→ **ACTIVITY**
Please copy every line below that contains the string "stream".

○ ○ ○ ○

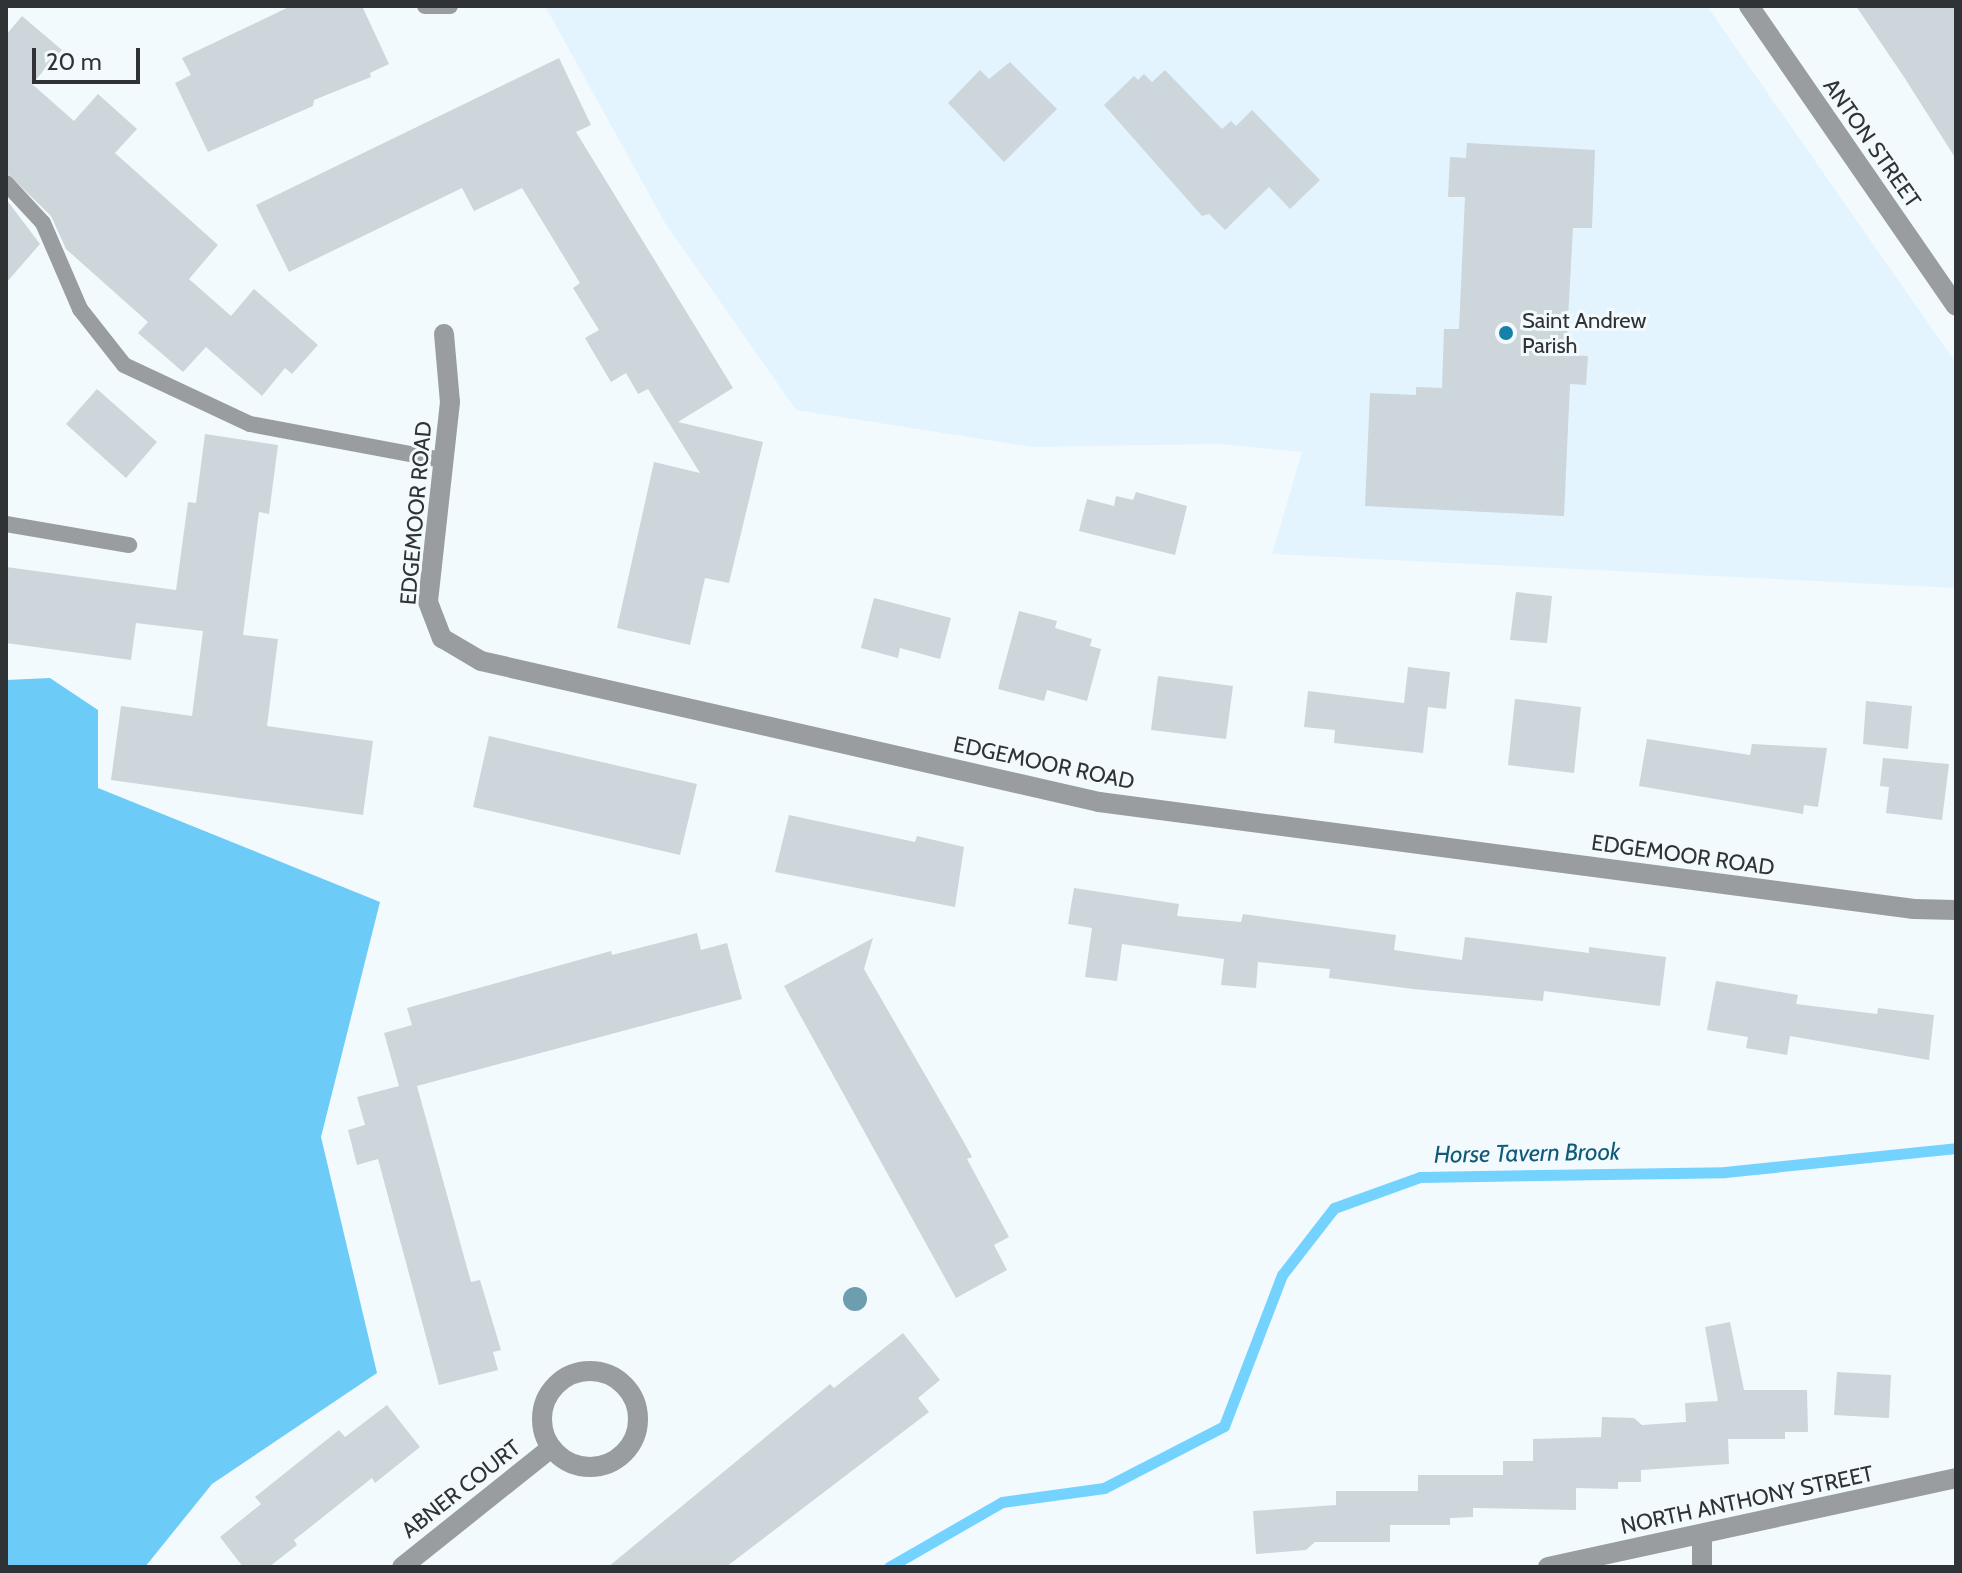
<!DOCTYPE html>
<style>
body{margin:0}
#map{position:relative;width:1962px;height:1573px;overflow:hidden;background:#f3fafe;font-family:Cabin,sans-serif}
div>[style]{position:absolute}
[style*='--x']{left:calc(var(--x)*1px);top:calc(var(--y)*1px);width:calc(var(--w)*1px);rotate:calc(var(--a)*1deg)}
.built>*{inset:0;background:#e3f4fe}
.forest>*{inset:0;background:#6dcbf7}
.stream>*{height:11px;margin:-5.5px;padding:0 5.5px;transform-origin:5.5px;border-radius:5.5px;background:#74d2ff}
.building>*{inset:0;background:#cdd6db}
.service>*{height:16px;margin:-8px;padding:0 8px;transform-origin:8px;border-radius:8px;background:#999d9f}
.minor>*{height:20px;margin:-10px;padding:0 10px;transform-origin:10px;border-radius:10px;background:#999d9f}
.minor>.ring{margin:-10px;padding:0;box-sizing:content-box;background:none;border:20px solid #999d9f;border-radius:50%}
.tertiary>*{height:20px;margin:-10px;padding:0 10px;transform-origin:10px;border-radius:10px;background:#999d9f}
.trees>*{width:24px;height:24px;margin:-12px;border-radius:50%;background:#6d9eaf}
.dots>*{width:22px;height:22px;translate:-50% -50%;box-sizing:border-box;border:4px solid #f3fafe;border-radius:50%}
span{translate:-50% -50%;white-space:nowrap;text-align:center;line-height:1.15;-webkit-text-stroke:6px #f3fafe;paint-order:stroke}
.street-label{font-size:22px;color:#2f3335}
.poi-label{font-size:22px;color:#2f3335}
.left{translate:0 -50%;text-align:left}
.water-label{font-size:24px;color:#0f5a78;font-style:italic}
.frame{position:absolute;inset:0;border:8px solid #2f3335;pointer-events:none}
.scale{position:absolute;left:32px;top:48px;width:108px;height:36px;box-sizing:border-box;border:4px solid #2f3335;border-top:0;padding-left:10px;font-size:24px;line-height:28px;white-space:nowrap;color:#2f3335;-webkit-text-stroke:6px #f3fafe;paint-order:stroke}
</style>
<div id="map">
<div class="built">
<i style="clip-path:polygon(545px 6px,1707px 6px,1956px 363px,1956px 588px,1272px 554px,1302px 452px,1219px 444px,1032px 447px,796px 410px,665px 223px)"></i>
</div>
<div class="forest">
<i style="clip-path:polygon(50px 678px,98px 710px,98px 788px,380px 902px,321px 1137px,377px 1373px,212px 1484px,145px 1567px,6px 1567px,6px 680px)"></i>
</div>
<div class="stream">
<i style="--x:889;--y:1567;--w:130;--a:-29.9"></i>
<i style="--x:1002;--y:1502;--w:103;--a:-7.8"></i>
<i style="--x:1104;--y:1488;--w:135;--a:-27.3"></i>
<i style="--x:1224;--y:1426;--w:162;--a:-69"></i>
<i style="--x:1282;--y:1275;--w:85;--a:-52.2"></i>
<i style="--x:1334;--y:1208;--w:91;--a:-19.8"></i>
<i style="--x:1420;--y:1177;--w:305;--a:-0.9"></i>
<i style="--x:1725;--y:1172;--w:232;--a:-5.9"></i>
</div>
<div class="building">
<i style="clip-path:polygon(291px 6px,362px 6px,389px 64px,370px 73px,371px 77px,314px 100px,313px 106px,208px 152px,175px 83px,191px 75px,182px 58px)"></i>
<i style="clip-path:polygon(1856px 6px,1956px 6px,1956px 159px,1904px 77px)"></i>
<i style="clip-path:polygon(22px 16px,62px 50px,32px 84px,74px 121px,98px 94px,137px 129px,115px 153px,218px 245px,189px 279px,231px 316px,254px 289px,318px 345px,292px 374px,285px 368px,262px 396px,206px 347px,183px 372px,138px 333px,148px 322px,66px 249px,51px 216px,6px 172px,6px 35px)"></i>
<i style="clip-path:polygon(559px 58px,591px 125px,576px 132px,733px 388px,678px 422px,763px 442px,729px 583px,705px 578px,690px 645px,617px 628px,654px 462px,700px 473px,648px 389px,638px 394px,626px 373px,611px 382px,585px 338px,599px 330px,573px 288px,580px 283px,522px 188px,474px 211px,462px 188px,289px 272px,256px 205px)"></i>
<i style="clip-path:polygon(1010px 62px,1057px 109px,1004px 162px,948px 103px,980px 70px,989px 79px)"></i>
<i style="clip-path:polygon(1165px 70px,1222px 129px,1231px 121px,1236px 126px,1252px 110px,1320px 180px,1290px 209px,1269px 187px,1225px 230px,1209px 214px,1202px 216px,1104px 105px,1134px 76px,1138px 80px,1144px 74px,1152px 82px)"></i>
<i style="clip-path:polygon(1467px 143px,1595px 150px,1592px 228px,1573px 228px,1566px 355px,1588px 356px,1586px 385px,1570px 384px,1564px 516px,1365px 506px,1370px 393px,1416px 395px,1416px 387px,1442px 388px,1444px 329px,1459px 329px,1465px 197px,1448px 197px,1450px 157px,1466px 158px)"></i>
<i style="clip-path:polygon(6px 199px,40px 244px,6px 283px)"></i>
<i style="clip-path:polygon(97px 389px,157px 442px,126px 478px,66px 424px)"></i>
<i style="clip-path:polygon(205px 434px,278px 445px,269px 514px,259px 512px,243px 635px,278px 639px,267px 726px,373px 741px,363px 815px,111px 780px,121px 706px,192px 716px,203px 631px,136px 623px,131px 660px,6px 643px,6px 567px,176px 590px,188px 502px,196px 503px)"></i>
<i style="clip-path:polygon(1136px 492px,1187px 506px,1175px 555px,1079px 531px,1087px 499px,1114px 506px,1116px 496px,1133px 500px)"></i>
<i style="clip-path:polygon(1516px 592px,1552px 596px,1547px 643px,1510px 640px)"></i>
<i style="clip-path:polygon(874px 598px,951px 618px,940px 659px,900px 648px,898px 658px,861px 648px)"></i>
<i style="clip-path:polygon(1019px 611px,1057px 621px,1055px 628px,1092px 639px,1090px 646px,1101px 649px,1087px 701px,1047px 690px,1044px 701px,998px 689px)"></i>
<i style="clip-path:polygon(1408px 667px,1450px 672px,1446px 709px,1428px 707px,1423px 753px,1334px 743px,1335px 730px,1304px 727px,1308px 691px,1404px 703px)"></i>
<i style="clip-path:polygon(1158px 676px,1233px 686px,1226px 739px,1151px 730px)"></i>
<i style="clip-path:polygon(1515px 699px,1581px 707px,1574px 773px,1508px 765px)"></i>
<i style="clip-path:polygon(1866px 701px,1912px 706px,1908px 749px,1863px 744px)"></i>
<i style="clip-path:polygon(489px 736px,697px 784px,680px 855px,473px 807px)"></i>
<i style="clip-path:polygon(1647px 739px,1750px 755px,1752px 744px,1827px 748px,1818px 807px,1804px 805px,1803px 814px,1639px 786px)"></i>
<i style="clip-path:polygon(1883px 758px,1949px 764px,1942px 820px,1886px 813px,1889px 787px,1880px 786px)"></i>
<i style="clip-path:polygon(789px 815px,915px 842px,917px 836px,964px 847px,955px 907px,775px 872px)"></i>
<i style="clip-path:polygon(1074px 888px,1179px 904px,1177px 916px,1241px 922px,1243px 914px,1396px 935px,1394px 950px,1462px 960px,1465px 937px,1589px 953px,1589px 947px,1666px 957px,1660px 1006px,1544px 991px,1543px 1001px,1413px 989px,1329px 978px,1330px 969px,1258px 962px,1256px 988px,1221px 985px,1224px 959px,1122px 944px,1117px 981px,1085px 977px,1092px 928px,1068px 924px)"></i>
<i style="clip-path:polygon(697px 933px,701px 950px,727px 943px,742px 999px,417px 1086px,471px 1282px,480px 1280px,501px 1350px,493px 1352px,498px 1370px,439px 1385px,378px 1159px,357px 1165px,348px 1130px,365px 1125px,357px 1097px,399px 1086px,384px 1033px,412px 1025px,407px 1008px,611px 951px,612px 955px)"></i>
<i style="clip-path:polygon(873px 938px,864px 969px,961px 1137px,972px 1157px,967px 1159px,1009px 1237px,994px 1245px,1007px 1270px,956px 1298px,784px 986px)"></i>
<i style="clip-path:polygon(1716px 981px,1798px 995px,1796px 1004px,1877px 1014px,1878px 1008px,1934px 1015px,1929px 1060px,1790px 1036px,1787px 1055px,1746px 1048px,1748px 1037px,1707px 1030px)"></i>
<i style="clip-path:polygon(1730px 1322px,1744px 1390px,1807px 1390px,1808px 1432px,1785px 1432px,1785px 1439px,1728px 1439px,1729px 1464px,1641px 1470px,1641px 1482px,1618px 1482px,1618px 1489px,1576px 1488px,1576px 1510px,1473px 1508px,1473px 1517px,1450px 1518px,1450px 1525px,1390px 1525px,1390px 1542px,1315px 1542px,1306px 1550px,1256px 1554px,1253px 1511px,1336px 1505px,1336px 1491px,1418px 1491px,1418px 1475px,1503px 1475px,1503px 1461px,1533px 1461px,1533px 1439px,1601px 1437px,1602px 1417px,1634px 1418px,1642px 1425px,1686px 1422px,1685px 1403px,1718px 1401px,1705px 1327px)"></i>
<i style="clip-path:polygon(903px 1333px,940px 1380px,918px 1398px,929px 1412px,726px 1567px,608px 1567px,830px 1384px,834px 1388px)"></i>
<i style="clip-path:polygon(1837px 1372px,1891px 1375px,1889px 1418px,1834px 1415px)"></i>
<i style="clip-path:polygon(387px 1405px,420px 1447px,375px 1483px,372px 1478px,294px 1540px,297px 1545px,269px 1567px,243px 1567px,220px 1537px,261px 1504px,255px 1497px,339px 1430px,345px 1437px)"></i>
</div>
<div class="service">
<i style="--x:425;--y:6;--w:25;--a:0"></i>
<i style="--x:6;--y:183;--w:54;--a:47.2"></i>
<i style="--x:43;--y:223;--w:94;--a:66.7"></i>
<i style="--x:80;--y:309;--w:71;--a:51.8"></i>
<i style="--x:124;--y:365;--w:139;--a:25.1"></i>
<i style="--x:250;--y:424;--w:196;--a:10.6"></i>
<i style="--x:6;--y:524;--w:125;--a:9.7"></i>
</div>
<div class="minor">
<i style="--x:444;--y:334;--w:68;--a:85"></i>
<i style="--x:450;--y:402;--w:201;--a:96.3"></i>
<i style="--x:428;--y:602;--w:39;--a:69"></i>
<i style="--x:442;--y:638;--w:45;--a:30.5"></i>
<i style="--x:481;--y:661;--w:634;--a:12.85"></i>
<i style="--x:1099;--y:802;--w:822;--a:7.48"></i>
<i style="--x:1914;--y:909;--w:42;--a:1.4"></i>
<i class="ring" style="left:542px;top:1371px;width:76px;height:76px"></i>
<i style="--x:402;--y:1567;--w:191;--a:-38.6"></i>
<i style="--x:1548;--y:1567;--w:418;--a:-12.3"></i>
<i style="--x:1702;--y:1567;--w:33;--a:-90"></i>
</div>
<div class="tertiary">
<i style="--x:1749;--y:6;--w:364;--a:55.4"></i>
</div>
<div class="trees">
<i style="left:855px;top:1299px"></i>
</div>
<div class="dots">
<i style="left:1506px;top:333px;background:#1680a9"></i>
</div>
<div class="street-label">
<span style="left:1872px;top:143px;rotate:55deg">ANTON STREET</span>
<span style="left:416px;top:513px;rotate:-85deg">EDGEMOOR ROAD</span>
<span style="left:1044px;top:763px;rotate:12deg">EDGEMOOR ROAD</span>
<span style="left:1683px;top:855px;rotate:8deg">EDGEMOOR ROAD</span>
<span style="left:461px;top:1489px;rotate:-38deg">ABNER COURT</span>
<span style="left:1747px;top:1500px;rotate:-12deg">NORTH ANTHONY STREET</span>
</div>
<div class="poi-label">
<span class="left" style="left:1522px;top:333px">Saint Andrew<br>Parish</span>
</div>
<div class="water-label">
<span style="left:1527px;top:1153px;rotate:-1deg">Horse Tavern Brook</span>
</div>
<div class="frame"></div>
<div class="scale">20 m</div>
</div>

○ ○ ○ ○

→ **YOUR RESPONSE**
.stream>*{height:11px;margin:-5.5px;padding:0 5.5px;transform-origin:5.5px;border-radius:5.5px;background:#74d2ff}
<div class="stream">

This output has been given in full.